14. Extending/Contributing/Fortran¶
- There are different ways to extend jscatter by new models.
- Write a python function (see Beginners Guide).
- Write a Fortran function (prefered >f90) with a wrapper that contains the documentation.
- Use Cython or numba …. (for experts, not the scope here).
The simplest way is writing a python function as most functions are written like that. The function should contain the basic model without background or other trivial contributions needed for fitting of real data. These should be added in user defined functions as the user may be better know how he wants to treat the background.
Contribution of a single function or a complete module dealing with a new topic are welcome. As Users should know what it is about, the documentation is important and should contain a scientific reference about the models.
Contributors accept that all new modules or functions inluded will be covered by the GPLv3 or later.
If modules or code from other projects under OpenSource are used the respective License and Copyright should be mentioned and respected in the source code. Please give important contributions also in the documentation.
Using Fortran
Premature optimization is the root of all evil – DonaldKnuth
The speedup to use more sophisticated methods is not too big (not x100) if the numpy and scipy functions were used.
Here an example with a factor of about 6:
The main part of the cloudScattering function is evaluation of
F(q)= \sum_N b_i(q) e^{iqr}
For e.g. N=20000 . We calc S(Q)=F(q) \cdot F^*(q) = |F(q)|^2 and pass F(q) for calculation of S(q) = < |F(q)|^2 > and beta =|< F(q) >|^2 / < |F(q)|^2 > for spherical averaging.
def _scattering(point,r,q,blength,formfactor):
fa=blength*np.interp(q, formfactor[0, :], formfactor[1, :])
qx=q*point
iqr=np.einsum('i,ji',qx,r)*1j
beiqrsum=np.einsum('i,i',fa,np.exp(iqr))
Sq=beiqrsum*beiqrsum.conj()
return q,Sq.real,beiqrsum.real
The main work is done in np.einsum and np.exp(iqr) which both are already compiled C functions (standard numpy function). We may loose time in comming back to python between these steps.

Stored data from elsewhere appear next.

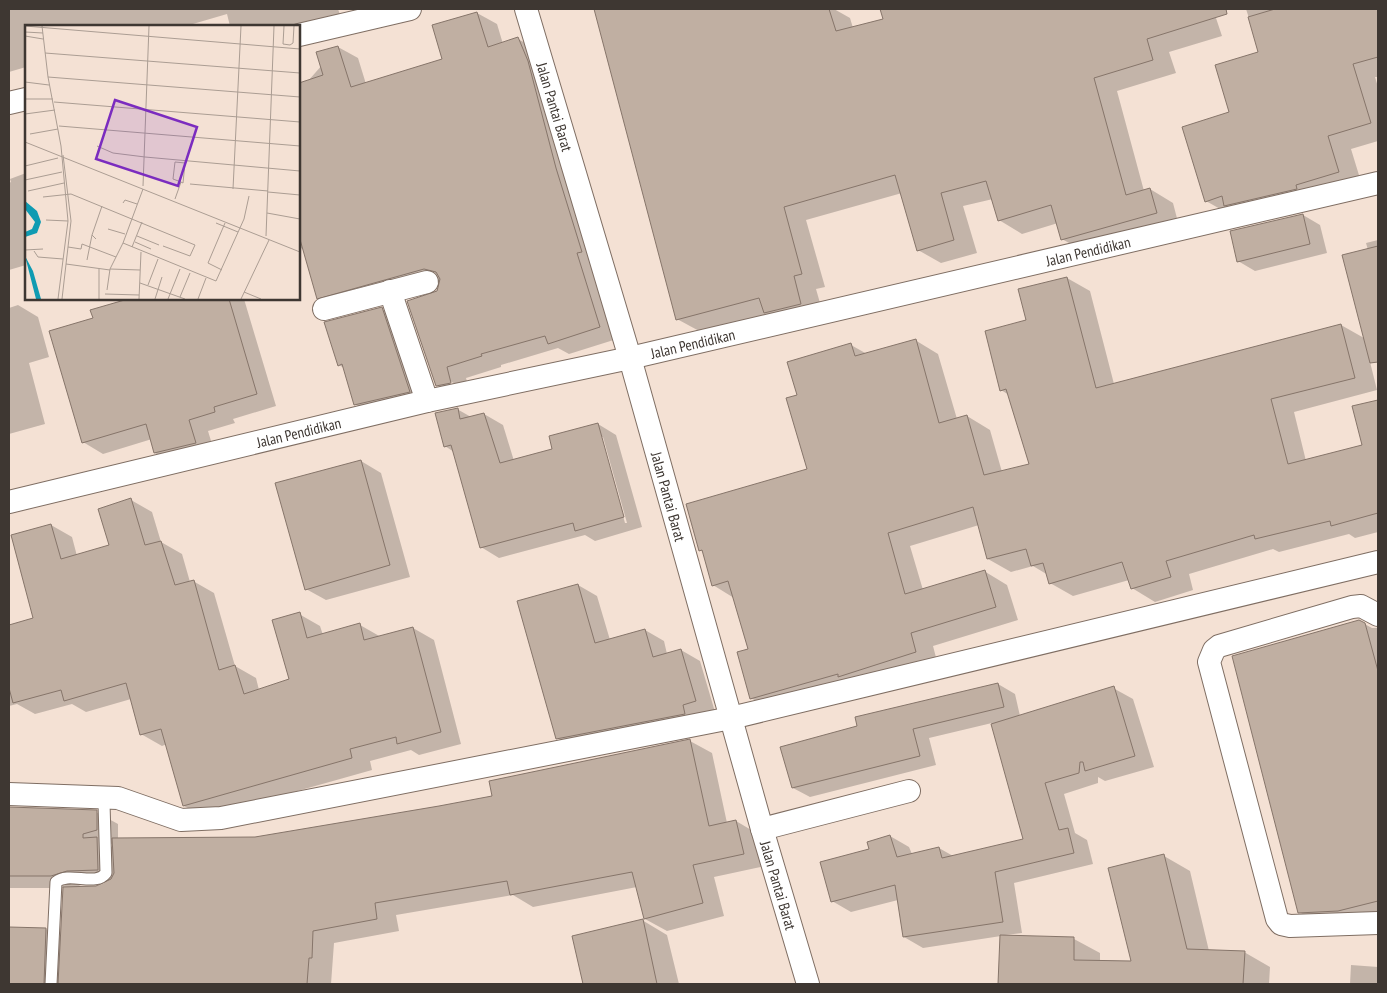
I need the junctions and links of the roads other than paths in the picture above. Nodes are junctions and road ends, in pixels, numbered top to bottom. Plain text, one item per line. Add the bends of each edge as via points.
1 (410, 9) edge
2 (526, 9) edge
3 (300, 35) edge
4 (25, 99) edge
5 (9, 103) edge
6 (1378, 184) edge
7 (427, 282) dead end
8 (390, 291) junction
9 (324, 309) dead end
10 (630, 358) junction
11 (427, 401) junction
12 (9, 502) edge
13 (1378, 562) edge
14 (1378, 615) edge
15 (731, 718) junction
16 (909, 791) dead end
17 (9, 794) edge
18 (52, 796) junction
19 (762, 829) junction
20 (1378, 923) edge
21 (51, 984) edge
22 (808, 984) edge

1 - 3 street
2 - 10 street, Jalan Pantai Barat
4 - 5 street
6 - 10 street, Jalan Pendidikan
7 - 8 street
8 - 9 street
8 - 11 street
10 - 11 street, Jalan Pendidikan
10 - 15 street, Jalan Pantai Barat
11 - 12 street, Jalan Pendidikan
13 - 15 street
14 - 20 street via 1362,606 1352,607 1219,646 1208,662 1277,919 1281,924 1290,926
15 - 18 street via 221,818 181,820 118,798
15 - 19 street, Jalan Pantai Barat
16 - 19 street
17 - 18 street
18 - 21 lane via 104,802 106,873 100,878 62,878 56,882
19 - 22 street, Jalan Pantai Barat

We can reach a speedup of a factor of 6 if we use a Fortran function and use this in _scattering. The speedup is higher if the computation was done in loops (very inefficient), but we use numpy not to do this in loops. The speedup depends strongly on the model and how it is implemented. Often one is happy if the python meanders.
The Fortran function/subroutine should be encapsulated in a module as it looks cleaner and the module may contain several functions. Additional it workes smoothest in combination with f2py to use a module of functions only (always give intent(in) properly for smooth workin). To avoid conflicts and dependency problems it is convenient to copy all needed routines into this module. Please respect Copyrights
module cloud
implicit none
use typesandconstants
use utils
contains
function ffq(point,r,q,blength,formfactor) result(ff)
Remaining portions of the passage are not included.